Слюньков курировал наш госкомитет, мы ему были подотчётны, но формально, по закону я ему напрямую не подчинялся, поэтому, получив в первом разговоре отрицательный результат, он в дальнейшем решил давить через кандидата в члены Политбюро ЦК А. П. Бирюкову, которая, будучи зампредом Совмина, меня курировала. Я ей раз сказал, что имею свою точку зрения по этим вопросам, второй раз, наконец, оправил её к Рыжкову, с которым я согласовываю свои решения. Однако её аргумент был прост: “То, что я вам сказала, – не личное мнение Николая Никитовича! Почему вы не слушаете, что вам говорят?” После этого я просто перестал к ней ходить на совещания, отправляя туда своих замов. Тогда Александра Павловна начала угрожать: “Ваш предшественник игнорировал наши рекомендации, и его сняли!”
Тут уже я не выдержал: “Нас один орган назначал! – Верховный Совет СССР! Ему нас и снимать. И прежде, чем принять такое решение они спросят, чем я провинился, и я им всё объясню! Не уверен, что они примут решение, которое вам понравится”. После этого Бирюкова перестала меня трогать. Но за дело взялся сам Слюньков, которому я объяснил, что поставлен партией, чтобы вести социальную политику. Я её веду, как понимаю линию генерального секретаря. С уважением отношусь к другим точкам зрения, но настаиваю на своём праве вносить для рассмотрения свою позицию. Если я не прав – поправьте меня официально, прикажите письменно, издайте распоряжение ЦК и т. д.
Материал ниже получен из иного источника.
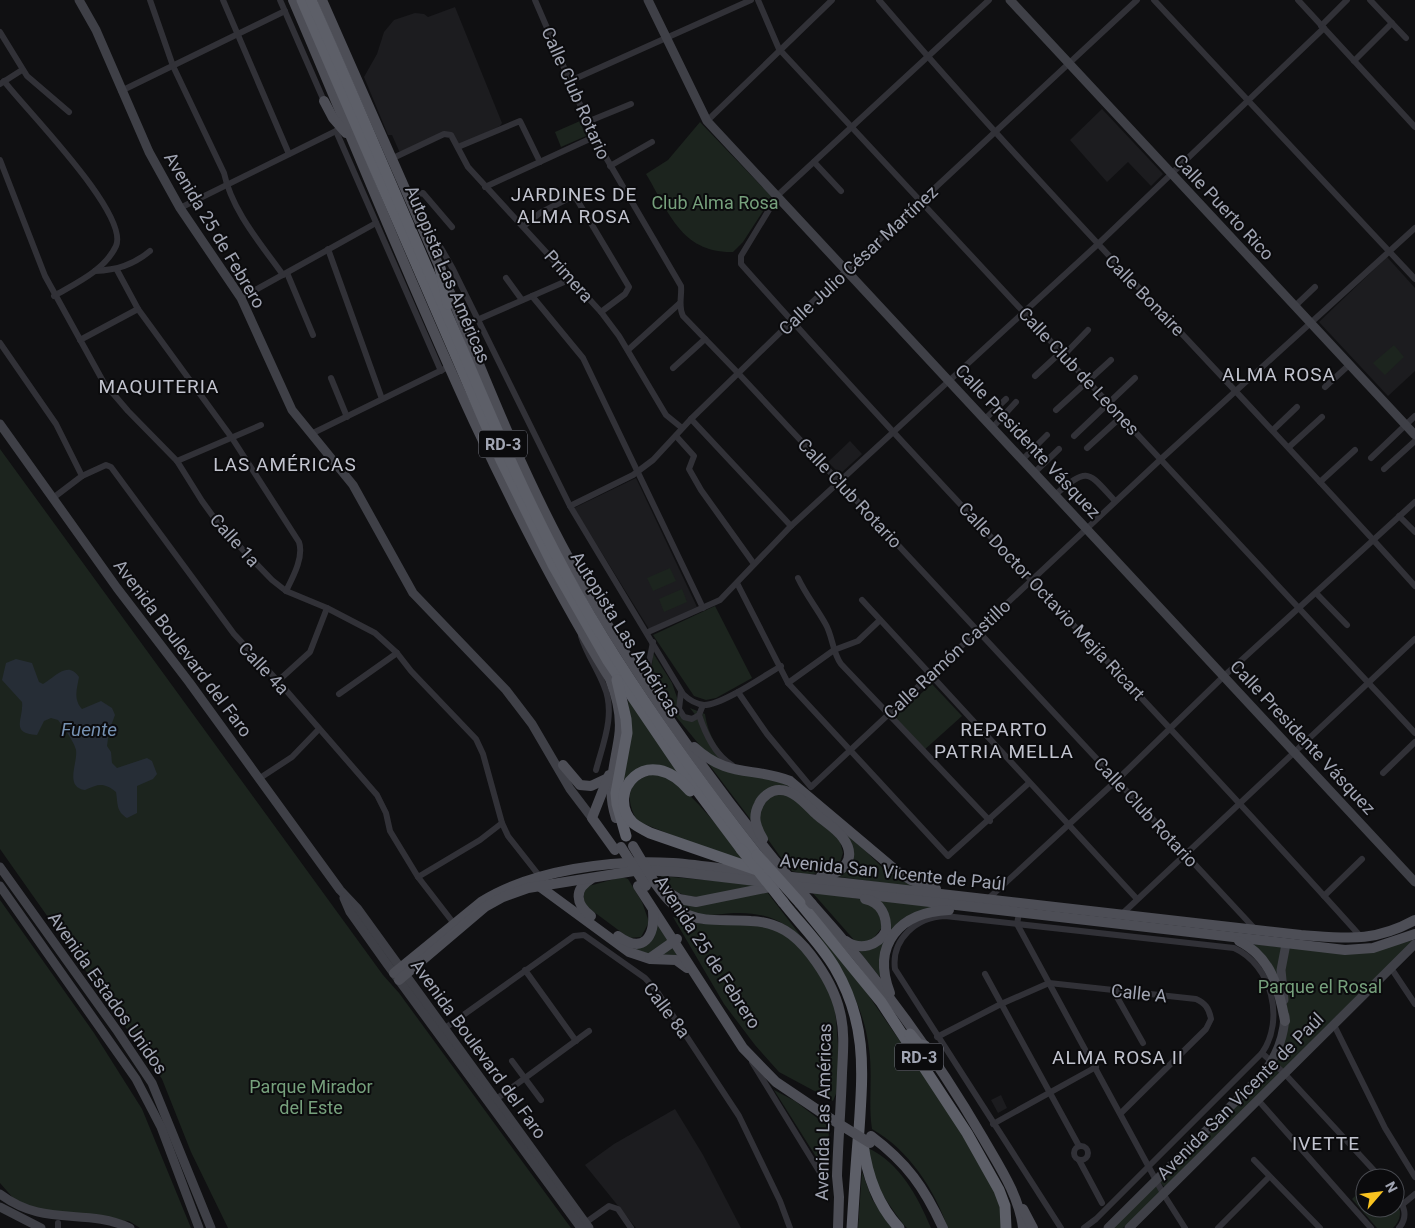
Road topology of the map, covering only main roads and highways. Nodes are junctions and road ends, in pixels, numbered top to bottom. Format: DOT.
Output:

Считаю, что в данном вопросе я прав, – размер зарплаты министров определяет всю тарифную сетку отрасли, к их окладам привязаны заработки заместителей министров, начальников главков, директоров заводов, начальников цехов, участков, мастеров. К тем, в свою очередь, инженеров и других специалистов и т. д. В этом ряду стоят главные инженеры, технологи, конструкторы, экономисты… И если эту цепочку не трогать, то завтра мы заместителей министров не найдём. А если не будет их, где мы возьмём министров? Но для Слюнькова это было не убедительно. Не получился у нас разговор и с А. П. Бирюковой. Кроме тех же аргументов здесь присутствовал и нежелательный, но существующий вопрос личного доверия и уважения.
Отношения у нас были сложные. Она вполне вменяемый человек, но это уже была прямая угроза, которую пропустить просто для моего характера было невозможно. Кроме того, моё уважение к ней лично было сильно подорвано двумя её поступками, которые считаю недопустимыми в деловых и личных отношениях.
Однажды ко мне приехал на приём инвалид из Калуги. На костылях, еле ходит, почти не видит… Изложил свою историю: служил в армии в конце 50-х годов и якобы участвовал в учениях в Тоцких лесах, сопровождавшихся атомным взрывом (по его утверждению командовал учениями маршал Г. К. Жуков, которого он лично видел). Получил сильное облучение, в результате которого полностью потерял жизненные функции, хотя это никакими комиссиями не признаётся. Он получает обыкновенную пенсию и даже на лекарство денег не хватает. Таких в живых ещё человек 200–300, они поддерживают связь между собой. Вот сейчас собрали деньги и отправили его к молодому министру за правдой. “Жить нам осталось немного. Чёрт с ней с пенсией. обидно что умрём как инвалиды, попавшие под трамвай. А мы за Родину жизни отдавали. Хотим, чтобы наши внуки это знали и ценили. Мы не прямые участники войны, но хорошо бы нас приравнять к ним по общественному признанию, даже без повышения пенсий”. Честно говоря, я вначале опешил и не поверил, т. к. несколько раз был в этих Тоцких лесах на военных сборах, и ничего подобного не видел и не слышал.